## EXERCISE OBJECTIVE
For the data below, give the number of lines that include the word "Drive" and nothing else.

## MATERIAL SUPPLIED

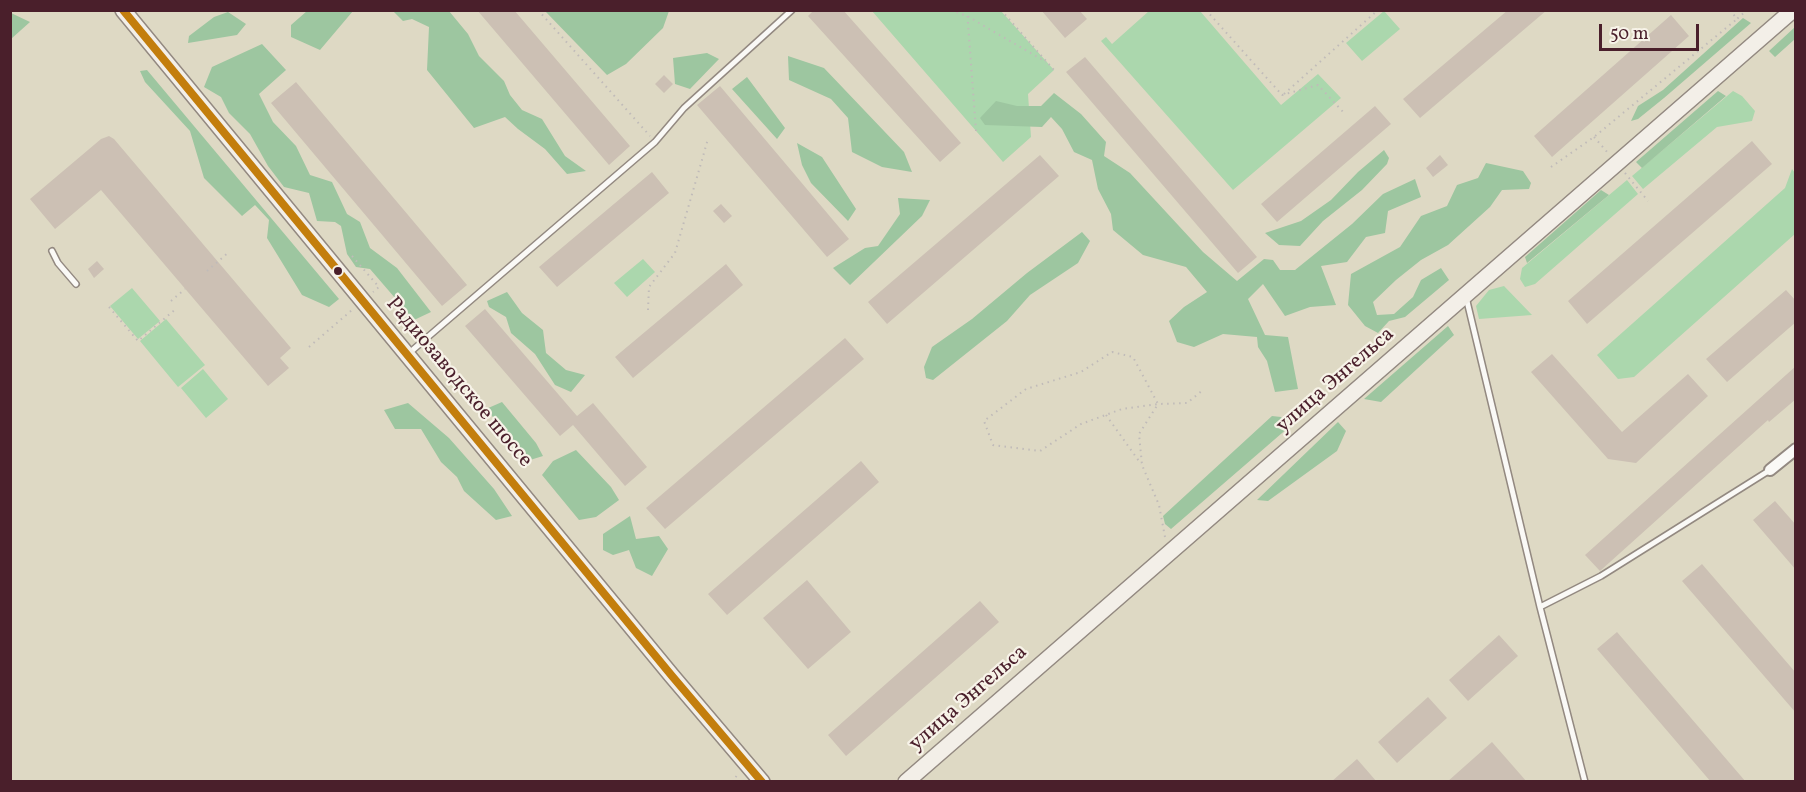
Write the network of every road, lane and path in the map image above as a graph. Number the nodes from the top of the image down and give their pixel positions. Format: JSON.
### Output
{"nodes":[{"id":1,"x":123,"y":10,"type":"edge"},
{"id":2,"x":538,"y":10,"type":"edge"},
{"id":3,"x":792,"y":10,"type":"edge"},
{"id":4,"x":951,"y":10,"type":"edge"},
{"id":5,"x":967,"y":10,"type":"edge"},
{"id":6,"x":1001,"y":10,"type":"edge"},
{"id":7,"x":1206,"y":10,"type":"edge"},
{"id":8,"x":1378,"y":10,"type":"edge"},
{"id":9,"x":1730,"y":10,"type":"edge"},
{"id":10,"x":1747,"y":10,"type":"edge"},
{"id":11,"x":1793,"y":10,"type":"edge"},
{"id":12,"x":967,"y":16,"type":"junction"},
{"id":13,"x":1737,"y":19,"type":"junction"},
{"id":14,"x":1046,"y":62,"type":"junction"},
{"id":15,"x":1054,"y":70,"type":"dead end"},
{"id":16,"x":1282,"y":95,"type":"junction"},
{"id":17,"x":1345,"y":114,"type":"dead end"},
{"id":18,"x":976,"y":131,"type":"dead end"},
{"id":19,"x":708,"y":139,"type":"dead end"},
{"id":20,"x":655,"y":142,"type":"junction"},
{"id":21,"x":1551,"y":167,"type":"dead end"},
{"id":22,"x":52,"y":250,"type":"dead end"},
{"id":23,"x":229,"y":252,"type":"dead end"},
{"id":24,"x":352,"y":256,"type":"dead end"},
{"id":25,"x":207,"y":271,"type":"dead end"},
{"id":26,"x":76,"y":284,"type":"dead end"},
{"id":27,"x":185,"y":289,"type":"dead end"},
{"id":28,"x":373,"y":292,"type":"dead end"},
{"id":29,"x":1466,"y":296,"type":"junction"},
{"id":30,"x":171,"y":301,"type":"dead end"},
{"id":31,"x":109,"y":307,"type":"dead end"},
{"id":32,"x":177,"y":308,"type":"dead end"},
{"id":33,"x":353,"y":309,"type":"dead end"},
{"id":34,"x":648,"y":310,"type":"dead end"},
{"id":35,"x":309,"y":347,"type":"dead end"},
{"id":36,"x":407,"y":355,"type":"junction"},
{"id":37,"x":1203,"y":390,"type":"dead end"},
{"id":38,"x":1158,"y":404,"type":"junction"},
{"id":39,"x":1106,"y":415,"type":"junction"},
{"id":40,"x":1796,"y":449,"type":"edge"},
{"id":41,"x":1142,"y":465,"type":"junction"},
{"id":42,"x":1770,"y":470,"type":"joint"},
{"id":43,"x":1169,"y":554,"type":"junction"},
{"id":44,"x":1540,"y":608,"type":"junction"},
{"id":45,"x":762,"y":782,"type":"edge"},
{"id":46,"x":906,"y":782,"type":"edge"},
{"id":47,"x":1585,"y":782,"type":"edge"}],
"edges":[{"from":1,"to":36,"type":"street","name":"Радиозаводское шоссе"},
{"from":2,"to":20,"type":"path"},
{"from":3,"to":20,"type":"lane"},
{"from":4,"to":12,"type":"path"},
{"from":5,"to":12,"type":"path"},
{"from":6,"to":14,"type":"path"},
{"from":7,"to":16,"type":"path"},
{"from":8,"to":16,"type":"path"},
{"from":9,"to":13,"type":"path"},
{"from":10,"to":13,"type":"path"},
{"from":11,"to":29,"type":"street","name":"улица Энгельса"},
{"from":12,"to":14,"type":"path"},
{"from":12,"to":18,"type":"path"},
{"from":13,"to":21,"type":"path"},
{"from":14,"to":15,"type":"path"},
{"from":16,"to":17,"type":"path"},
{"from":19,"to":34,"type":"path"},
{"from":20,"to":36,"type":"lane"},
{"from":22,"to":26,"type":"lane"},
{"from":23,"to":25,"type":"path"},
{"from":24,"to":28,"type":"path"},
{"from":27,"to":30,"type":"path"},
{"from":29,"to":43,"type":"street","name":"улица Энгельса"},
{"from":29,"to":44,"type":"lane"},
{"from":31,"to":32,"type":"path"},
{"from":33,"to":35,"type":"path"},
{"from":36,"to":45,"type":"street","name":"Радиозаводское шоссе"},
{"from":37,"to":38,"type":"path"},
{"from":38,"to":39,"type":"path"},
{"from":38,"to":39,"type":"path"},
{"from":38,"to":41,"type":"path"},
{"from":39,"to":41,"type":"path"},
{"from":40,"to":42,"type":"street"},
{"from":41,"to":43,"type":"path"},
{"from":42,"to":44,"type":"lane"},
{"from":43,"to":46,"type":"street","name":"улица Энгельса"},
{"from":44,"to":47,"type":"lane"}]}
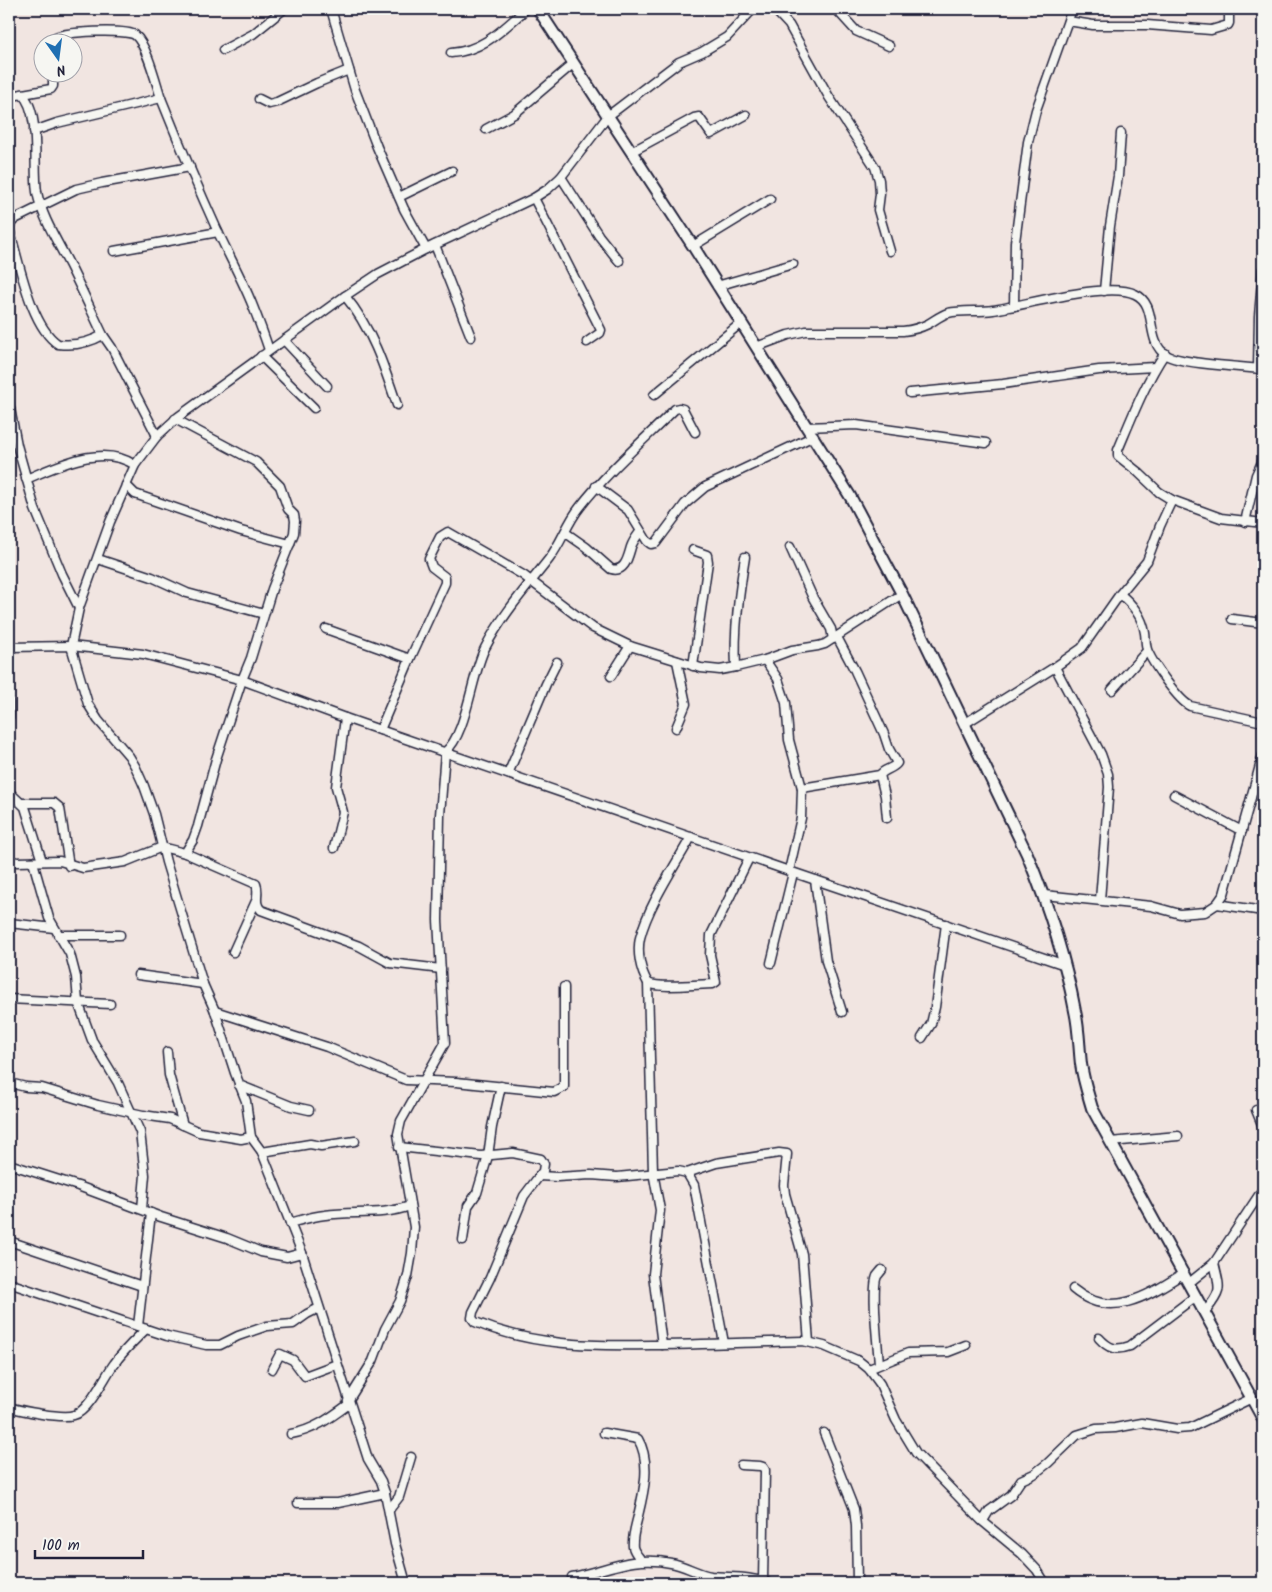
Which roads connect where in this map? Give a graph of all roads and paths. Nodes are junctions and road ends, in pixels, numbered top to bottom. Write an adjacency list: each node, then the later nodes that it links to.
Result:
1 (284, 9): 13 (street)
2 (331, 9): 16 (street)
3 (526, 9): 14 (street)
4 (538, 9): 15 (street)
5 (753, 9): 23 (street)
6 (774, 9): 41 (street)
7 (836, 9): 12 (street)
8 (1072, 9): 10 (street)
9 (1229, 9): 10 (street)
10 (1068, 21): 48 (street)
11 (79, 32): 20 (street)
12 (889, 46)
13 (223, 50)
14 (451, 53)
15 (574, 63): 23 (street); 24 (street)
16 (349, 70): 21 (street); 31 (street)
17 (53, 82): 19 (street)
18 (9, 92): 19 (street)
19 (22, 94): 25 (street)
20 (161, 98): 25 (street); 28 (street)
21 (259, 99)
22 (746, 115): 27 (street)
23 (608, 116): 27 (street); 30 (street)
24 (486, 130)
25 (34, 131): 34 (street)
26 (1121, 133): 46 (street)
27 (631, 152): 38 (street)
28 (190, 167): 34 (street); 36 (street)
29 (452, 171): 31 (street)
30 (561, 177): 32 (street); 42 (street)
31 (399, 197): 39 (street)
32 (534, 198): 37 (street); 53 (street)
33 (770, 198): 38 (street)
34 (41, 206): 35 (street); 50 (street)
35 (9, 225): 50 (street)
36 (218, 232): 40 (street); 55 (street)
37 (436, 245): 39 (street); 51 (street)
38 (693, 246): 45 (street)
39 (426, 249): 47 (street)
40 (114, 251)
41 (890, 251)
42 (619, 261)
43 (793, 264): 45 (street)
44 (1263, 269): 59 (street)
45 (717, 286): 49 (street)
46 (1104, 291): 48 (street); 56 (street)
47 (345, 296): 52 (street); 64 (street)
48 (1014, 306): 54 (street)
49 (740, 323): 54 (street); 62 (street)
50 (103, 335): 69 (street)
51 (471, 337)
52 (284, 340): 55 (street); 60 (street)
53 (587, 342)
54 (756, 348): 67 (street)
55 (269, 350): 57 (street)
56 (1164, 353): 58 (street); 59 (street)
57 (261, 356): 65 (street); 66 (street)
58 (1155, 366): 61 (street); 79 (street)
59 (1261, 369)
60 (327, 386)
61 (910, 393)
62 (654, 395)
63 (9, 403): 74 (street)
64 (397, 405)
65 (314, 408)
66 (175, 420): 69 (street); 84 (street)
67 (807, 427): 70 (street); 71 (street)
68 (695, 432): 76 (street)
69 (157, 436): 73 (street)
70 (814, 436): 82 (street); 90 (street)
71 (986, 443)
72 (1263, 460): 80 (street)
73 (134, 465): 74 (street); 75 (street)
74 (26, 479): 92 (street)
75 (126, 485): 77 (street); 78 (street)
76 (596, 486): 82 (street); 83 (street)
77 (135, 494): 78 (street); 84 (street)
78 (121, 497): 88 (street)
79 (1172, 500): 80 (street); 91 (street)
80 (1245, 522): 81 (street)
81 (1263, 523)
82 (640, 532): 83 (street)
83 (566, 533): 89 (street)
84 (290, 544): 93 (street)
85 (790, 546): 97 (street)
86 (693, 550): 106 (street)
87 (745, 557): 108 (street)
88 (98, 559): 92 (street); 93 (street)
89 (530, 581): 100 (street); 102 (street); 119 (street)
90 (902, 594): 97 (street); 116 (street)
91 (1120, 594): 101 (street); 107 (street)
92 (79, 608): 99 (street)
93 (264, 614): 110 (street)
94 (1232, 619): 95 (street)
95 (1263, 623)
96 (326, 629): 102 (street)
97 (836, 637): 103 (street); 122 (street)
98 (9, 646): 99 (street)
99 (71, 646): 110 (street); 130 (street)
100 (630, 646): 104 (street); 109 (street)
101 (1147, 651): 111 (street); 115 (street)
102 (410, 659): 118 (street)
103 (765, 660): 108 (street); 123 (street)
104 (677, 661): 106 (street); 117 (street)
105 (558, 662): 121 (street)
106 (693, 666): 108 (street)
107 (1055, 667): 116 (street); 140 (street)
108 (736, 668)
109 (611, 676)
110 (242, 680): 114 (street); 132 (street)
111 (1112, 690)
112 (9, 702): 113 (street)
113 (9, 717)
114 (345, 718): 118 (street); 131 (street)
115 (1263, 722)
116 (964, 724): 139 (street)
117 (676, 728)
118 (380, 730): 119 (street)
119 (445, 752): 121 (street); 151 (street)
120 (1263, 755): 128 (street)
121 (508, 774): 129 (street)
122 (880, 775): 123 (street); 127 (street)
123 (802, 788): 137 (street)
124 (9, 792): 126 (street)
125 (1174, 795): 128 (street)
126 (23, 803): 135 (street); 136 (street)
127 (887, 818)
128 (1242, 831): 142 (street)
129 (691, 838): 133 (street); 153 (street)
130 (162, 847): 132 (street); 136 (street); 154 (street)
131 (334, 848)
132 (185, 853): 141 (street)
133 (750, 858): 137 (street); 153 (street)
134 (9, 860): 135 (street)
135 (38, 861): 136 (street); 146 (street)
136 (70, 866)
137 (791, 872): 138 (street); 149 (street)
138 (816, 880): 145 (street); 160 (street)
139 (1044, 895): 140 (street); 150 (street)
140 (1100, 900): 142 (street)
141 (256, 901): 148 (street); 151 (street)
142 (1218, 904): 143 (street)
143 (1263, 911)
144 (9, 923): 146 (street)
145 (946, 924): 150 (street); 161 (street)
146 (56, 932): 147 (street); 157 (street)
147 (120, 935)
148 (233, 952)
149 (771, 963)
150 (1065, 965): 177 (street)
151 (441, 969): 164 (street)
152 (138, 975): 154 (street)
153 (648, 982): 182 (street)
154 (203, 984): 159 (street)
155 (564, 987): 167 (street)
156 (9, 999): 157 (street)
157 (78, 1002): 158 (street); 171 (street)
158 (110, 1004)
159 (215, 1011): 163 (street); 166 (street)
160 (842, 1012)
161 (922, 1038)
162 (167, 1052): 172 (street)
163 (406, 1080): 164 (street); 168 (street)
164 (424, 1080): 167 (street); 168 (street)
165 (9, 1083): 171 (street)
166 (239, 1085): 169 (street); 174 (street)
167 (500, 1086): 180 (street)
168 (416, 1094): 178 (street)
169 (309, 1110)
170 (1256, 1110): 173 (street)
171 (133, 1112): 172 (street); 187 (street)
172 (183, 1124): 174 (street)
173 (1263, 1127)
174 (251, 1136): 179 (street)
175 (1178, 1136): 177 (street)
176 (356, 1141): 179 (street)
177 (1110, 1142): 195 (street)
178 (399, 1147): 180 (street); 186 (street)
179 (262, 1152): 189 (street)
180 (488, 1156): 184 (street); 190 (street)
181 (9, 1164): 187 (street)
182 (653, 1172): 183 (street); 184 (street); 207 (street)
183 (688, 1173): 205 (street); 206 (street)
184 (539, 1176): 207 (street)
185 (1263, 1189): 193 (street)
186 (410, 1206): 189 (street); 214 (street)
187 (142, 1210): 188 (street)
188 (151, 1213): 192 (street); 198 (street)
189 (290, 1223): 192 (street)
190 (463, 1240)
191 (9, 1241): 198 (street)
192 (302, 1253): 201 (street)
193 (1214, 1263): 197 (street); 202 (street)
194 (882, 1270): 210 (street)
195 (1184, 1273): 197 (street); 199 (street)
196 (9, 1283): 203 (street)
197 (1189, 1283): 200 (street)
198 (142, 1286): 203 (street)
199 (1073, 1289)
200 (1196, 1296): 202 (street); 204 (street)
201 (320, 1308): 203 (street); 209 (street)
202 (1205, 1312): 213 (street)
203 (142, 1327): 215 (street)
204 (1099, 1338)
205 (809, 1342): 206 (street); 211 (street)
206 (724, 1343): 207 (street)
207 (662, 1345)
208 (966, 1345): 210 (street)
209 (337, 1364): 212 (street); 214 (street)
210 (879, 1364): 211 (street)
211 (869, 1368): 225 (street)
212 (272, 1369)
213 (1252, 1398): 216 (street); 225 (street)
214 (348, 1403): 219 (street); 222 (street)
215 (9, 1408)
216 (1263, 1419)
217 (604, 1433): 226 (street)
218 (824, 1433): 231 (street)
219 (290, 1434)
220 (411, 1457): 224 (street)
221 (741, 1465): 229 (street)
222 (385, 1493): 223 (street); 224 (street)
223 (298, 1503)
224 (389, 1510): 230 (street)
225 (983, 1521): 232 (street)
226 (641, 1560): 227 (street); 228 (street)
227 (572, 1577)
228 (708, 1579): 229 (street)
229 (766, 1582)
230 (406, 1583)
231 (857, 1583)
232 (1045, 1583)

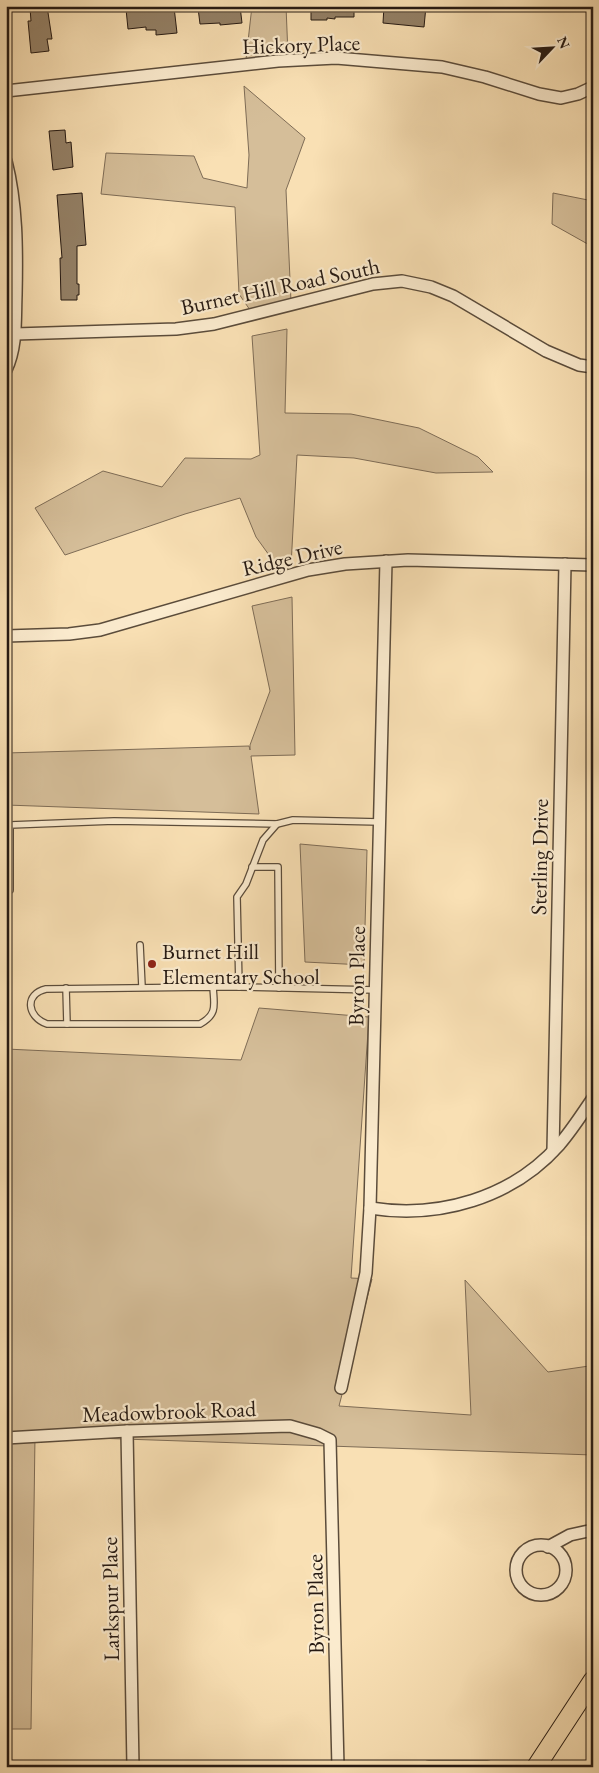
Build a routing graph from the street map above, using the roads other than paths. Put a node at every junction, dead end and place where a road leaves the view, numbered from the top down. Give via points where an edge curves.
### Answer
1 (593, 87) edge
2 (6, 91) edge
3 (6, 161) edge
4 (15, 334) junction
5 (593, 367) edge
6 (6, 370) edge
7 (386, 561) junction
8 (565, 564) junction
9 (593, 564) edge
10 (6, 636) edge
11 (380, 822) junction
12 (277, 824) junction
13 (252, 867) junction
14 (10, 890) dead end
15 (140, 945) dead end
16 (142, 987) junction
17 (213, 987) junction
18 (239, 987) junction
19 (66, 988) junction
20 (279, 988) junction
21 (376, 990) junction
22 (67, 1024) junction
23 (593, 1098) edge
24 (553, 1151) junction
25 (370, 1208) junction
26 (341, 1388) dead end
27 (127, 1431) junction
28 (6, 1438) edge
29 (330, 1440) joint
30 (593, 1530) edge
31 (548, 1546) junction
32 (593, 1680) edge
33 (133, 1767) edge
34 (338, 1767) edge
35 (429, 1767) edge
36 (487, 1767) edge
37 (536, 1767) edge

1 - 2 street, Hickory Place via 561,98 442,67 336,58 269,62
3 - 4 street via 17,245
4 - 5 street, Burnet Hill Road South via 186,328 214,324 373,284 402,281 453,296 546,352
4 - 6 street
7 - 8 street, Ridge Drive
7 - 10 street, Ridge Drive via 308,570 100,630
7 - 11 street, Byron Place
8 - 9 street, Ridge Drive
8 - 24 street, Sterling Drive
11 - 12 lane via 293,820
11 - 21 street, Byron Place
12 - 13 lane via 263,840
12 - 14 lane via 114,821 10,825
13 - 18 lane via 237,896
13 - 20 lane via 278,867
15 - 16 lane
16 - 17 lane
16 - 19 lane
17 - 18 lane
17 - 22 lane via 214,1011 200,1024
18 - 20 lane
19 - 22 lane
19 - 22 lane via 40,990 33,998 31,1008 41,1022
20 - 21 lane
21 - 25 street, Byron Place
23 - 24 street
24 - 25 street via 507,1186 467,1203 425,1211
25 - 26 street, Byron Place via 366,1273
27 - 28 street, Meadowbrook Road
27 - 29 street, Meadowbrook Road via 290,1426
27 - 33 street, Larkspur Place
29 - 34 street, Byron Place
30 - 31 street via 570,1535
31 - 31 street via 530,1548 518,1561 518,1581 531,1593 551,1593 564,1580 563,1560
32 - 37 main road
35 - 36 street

## WRITTEN RESPONSE
4